Hypothyroidism in the outpatient setting is treated with weight-based levothyroxine taken on an empty stomach, titrated by TSH every 6 weeks to a goal of 0.4–4.0 (lower in pregnancy, higher in the elderly), with vigilant attention to drug interactions, pregnancy adjustments, and avoidance of over-treatment.

Diagnose: TSH first; if abnormal, add free T4 and anti-TPO. Repeat at 6–8 weeks before labeling subclinical disease. Exclude assay interference (biotin) and adrenal insufficiency before initiating therapy in central or atypical cases.

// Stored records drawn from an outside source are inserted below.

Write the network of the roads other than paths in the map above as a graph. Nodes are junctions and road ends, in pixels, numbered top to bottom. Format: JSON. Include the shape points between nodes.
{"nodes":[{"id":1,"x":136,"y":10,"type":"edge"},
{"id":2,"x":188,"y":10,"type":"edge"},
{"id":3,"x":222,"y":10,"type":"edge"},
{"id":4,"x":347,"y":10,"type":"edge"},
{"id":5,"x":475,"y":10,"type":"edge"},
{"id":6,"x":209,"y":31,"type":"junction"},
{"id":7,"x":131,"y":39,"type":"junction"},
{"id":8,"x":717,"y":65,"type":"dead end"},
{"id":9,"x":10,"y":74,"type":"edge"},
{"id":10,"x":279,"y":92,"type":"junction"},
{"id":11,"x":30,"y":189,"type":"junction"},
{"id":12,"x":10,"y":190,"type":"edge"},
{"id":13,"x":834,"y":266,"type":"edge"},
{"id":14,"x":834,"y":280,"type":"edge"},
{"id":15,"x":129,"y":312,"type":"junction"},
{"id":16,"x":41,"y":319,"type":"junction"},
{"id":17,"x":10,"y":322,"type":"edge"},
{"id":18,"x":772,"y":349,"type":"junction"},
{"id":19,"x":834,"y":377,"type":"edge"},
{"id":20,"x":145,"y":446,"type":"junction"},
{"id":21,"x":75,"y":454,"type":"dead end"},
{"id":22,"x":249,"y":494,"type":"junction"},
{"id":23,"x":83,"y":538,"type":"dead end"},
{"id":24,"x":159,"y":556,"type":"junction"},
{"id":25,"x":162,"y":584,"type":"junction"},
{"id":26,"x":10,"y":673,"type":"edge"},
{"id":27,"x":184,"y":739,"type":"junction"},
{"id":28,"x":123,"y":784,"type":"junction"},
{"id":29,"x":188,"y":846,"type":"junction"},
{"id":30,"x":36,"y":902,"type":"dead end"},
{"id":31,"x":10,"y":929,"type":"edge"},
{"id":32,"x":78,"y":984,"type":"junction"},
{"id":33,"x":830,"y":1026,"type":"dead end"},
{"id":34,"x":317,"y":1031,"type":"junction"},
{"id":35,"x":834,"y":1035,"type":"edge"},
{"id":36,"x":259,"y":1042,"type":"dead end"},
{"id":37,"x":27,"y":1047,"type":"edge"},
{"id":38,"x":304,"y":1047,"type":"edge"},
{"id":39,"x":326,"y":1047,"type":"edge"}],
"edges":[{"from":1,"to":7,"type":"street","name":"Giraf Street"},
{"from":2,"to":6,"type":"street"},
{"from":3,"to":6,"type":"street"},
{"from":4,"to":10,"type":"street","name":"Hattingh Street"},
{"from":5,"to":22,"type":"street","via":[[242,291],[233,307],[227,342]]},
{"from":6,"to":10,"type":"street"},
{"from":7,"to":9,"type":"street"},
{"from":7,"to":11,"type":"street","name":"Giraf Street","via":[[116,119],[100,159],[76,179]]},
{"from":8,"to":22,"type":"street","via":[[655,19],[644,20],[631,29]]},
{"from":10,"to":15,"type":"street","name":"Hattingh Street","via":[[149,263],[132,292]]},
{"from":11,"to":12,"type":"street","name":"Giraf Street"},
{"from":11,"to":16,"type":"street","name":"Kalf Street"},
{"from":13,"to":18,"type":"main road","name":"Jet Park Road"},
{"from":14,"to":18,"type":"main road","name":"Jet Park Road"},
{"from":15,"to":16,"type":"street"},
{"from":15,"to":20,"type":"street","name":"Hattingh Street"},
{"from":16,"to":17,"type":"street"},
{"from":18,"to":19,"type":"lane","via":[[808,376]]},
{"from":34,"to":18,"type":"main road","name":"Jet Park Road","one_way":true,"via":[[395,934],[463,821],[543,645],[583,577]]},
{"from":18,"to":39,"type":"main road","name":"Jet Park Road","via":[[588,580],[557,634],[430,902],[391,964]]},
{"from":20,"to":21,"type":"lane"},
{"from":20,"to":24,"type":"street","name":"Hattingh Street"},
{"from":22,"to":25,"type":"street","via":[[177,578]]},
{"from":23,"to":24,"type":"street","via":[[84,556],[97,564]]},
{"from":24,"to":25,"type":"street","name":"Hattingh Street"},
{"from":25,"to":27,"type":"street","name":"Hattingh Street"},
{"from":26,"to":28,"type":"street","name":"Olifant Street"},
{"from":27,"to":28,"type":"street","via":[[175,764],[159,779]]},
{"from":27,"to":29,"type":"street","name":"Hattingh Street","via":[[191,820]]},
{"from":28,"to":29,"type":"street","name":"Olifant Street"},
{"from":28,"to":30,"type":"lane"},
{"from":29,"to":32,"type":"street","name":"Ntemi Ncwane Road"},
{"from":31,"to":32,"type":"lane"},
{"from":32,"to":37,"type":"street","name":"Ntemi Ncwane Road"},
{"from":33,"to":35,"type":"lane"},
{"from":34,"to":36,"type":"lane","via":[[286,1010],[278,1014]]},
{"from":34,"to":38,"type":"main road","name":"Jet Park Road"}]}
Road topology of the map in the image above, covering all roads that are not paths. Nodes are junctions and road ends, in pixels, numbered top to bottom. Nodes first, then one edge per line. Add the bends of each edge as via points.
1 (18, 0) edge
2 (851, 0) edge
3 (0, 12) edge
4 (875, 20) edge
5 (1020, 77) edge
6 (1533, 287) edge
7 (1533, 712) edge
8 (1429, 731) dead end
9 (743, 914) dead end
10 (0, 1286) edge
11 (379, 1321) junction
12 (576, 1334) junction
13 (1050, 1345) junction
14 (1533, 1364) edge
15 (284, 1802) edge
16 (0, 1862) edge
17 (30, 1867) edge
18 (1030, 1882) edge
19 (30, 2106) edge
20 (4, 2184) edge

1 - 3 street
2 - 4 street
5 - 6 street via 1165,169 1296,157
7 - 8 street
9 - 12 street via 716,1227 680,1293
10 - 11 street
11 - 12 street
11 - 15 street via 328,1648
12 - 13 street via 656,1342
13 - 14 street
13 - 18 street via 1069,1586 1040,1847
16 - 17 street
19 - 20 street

Dose: 1.6 mcg/kg/day for healthy adults; 25–50 mcg/day in elderly or CAD; recheck TSH every 6 weeks after any change; annual TSH once stable. Increase by ~30% immediately on confirmed pregnancy.
Titrate by context: treat all overt disease; treat subclinical if TSH ≥10, symptomatic with TPO+, pregnant/planning, or progressive — observe in elderly with TSH <7 (TRUST). Goal in pregnancy: <2.5 (1st trimester), <3.0 (2nd/3rd).
Watch for traps: new PPI/calcium/iron/estrogen → expect dose increase; new AF or osteoporosis → suspect over-treatment, reduce dose; persistent fatigue with normal TSH → evaluate depression, OSA, anemia, B12, celiac — don't reflexively escalate LT4 or add T3.
Patient safety: lifelong therapy + consistent formulation + morning empty-stomach dosing + scheduled 6-week post-change TSH + pregnancy-trigger plan + transition-of-care medication reconciliation = the durable Step 3 framework for hypothyroidism management.